Considérons aussi l’ampleur, parfois presque religieuse, de la gratitude ressentie et exprimée par les survivants à l’égard de leur sauveur : le fait que cette mère puisse écrire, à la main, des lettres de nouvelles accompagnées de photos, à tous les ans, au médecin responsable ; et de transférer, aussi, cette devoir de remerciement à sa fille « miracle » dès que celle-ci saurait écrire à son tour ?
Est-ce hors propos que de mentionner l’histoire de cette révérence inédite ? De mentionner le fait que, jadis, tout guérison relevait du miracle ? Et que les guérisseurs présumés, shamans, prêtres, rois, et médecins, étaient d’emblée révérés comme des pratiquants de miracles ? Des personnes familières d’une dimension surnaturelle qui serait fermée aux autres ? Est-ce trop, enfin, de suggérer que cette aura de pouvoir, ou au moins le désir des patients d’y croire, suivrait toujours les médecins de nos jours ?
Même plus, je dirais, la désacralisation récente de la société, sous le signe de la science, aurait franchement contribué à cette révérence extraordinaire. Car les habitudes de la pensée et des préjugés humains sont extrêmement coriaces ; et l’homme ordinaire, dans sa quête pour la certitude rassurante, aurait toujours tendance à créditer les autorités de son époque avec des pouvoirs impossibles.
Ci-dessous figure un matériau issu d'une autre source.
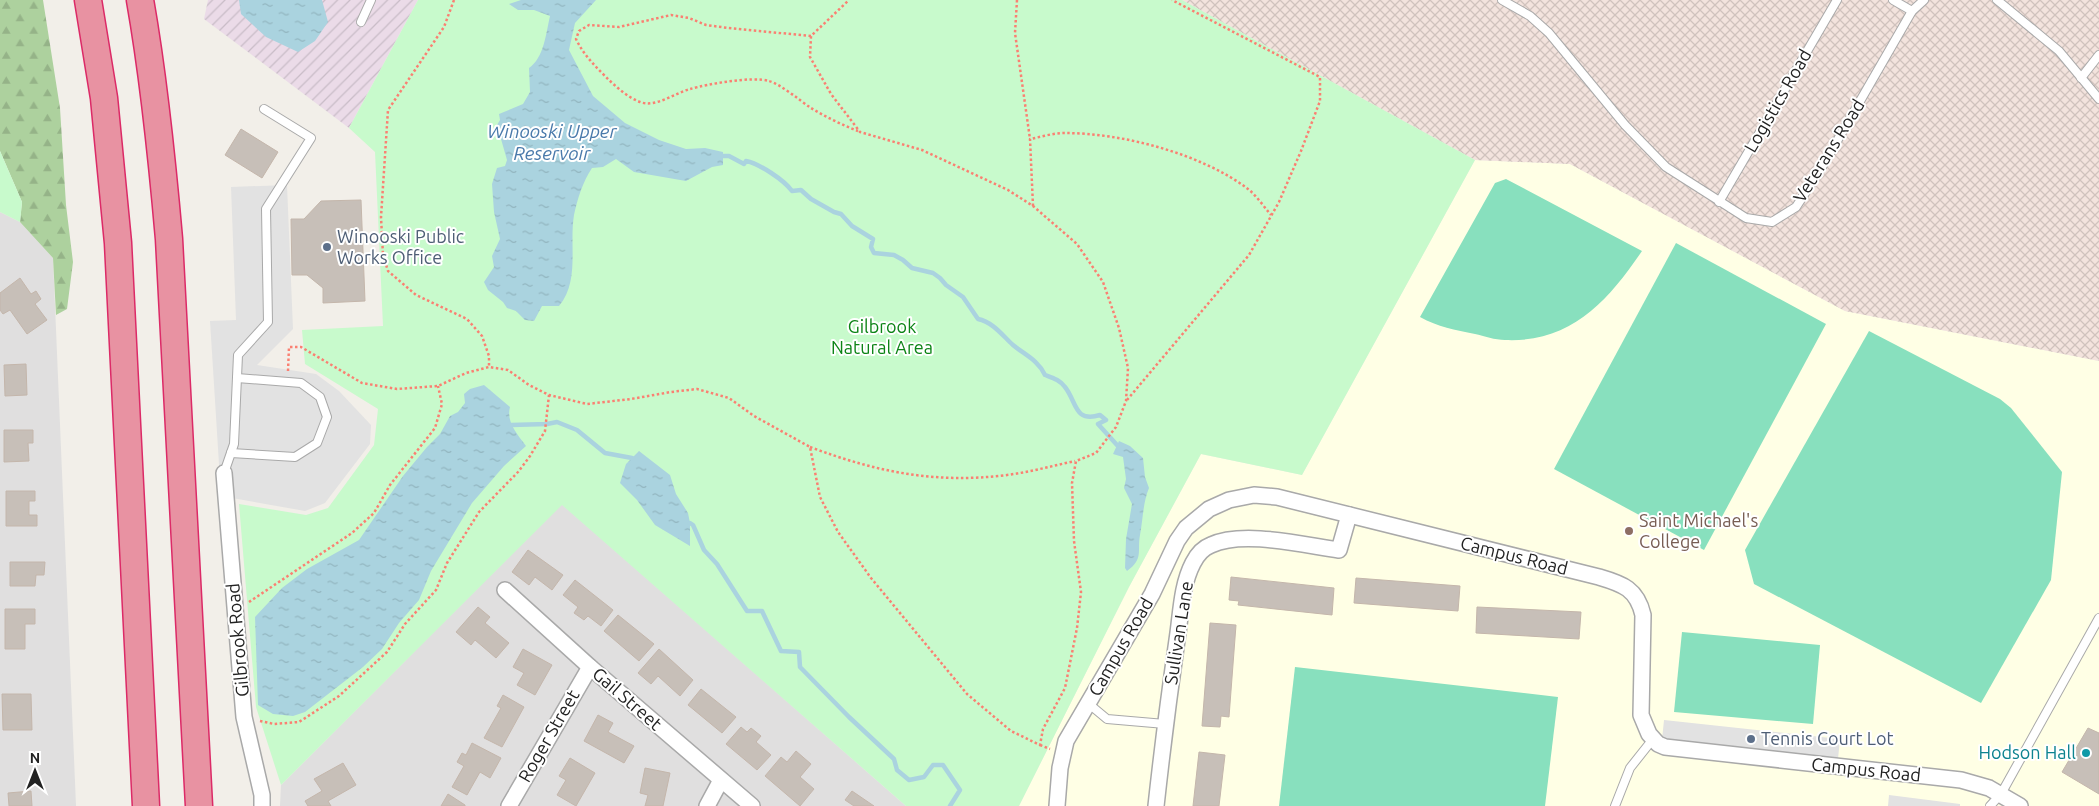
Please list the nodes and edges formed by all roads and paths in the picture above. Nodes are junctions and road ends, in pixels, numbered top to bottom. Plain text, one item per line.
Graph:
1 (88, 0) edge
2 (140, 0) edge
3 (370, 0) edge
4 (454, 0) edge
5 (849, 0) edge
6 (1017, 0) edge
7 (1172, 0) edge
8 (1502, 0) edge
9 (1837, 0) edge
10 (1893, 0) edge
11 (1924, 0) edge
12 (1997, 0) edge
13 (1912, 11) junction
14 (361, 22) dead end
15 (811, 36) junction
16 (2099, 55) edge
17 (2081, 78) junction
18 (2099, 100) edge
19 (264, 109) dead end
20 (860, 132) junction
21 (1030, 139) junction
22 (1719, 202) junction
23 (1033, 206) junction
24 (1271, 215) junction
25 (489, 367) junction
26 (237, 378) junction
27 (287, 382) junction
28 (438, 386) junction
29 (549, 395) junction
30 (1126, 401) junction
31 (810, 447) junction
32 (230, 454) junction
33 (1076, 461) junction
34 (224, 473) joint
35 (1349, 515) junction
36 (505, 590) dead end
37 (236, 606) junction
38 (2099, 618) edge
39 (590, 667) junction
40 (1089, 704) junction
41 (244, 717) junction
42 (1165, 724) junction
43 (1653, 739) junction
44 (721, 780) junction
45 (2001, 794) junction
46 (146, 806) edge
47 (199, 806) edge
48 (262, 806) edge
49 (509, 806) edge
50 (707, 806) edge
51 (752, 806) edge
52 (1057, 806) edge
53 (1156, 806) edge
54 (1615, 806) edge
55 (1990, 806) edge
56 (2020, 806) edge

1 - 46 highway
2 - 47 highway
3 - 14 lane
4 - 25 path
5 - 15 path
6 - 21 path
7 - 24 path
8 - 22 lane, Veterans Road
9 - 22 lane, Logistics Road
10 - 13 lane
11 - 13 lane, Veterans Road
12 - 17 lane
13 - 22 lane, Veterans Road
15 - 20 path
15 - 20 path
16 - 17 lane
17 - 18 lane
19 - 26 lane
20 - 23 path
21 - 23 path
21 - 24 path
23 - 30 path
24 - 30 path
25 - 28 path
25 - 29 path
26 - 27 lane
26 - 32 lane
27 - 28 path
27 - 32 lane
28 - 37 path
29 - 31 path
29 - 41 path
30 - 33 path
31 - 33 path
31 - 33 path
32 - 34 lane
34 - 37 street, Gilbrook Road
35 - 40 street, Campus Road
35 - 42 street, Sullivan Lane
35 - 43 street, Campus Road
36 - 39 street, Gail Street
37 - 41 street, Gilbrook Road
38 - 45 lane
39 - 44 street, Gail Street
39 - 49 street, Roger Street
40 - 42 lane
40 - 52 street, Campus Road
41 - 48 street, Gilbrook Road
42 - 53 street, Sullivan Lane
43 - 45 street, Campus Road
43 - 54 lane
44 - 50 street
44 - 51 street, Gail Street
45 - 55 lane
45 - 56 street, Campus Road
Et si, de nos jours, il se serait souvent remarqué que le respect superstitieux accordé, jadis, aux prêtres et aux philosophes se soit transféré, maintenant, aux corps scientifiques, je ferais en conséquence la remarque suivante : que le médecin modern soit, à la fois, le successeur direct de la tradition ancienne et le visage le plus familier du paradigme nouveau. Car de toute évidence, il y aurait eu continuité singulière dans le statut social du médecin, qui se serait maintenu et même renforcé à travers cette période ou les prêtres, les philosophes et les hommes de lettres perdirent leur ascendance au bénéfice des scientifiques ; car le médecin, lui, de par la dérivation unique de sa profession, serait à la fois prêtre, philosophe, homme de lettres et scientifique.
— Aucun autre corps professionnel aurait pu recevoir un tel mandat
Clergie ? Technocrates ? Juristes ? Académiques ? Dans les moments de crise extrême, nuls autres ne peuvent se comparer quant au respect accordé.
Or, il me semble que cette considération publique débord nettement du domaine de ce qui serait raisonnable, ou même rationnel. Et la preuve je soumets, résiderait palpablement dans la matière dont nous nous préoccupons ici : car sans une considération proprement irrationnelle, il serait impossible, à mon avis, d’imaginer une circonstance ou la société puisse accorder un mandat homicide, largement discrétionnaire, à tous les membres d’une corporation professionnelle, sans même penser à la nécessité d’étudier les circonstances de chaque candidat cas par cas.
Ce serait, pour utiliser le vocabulaire d’une génération maintenant révolue : « donner le Bon Dieu sans confession ».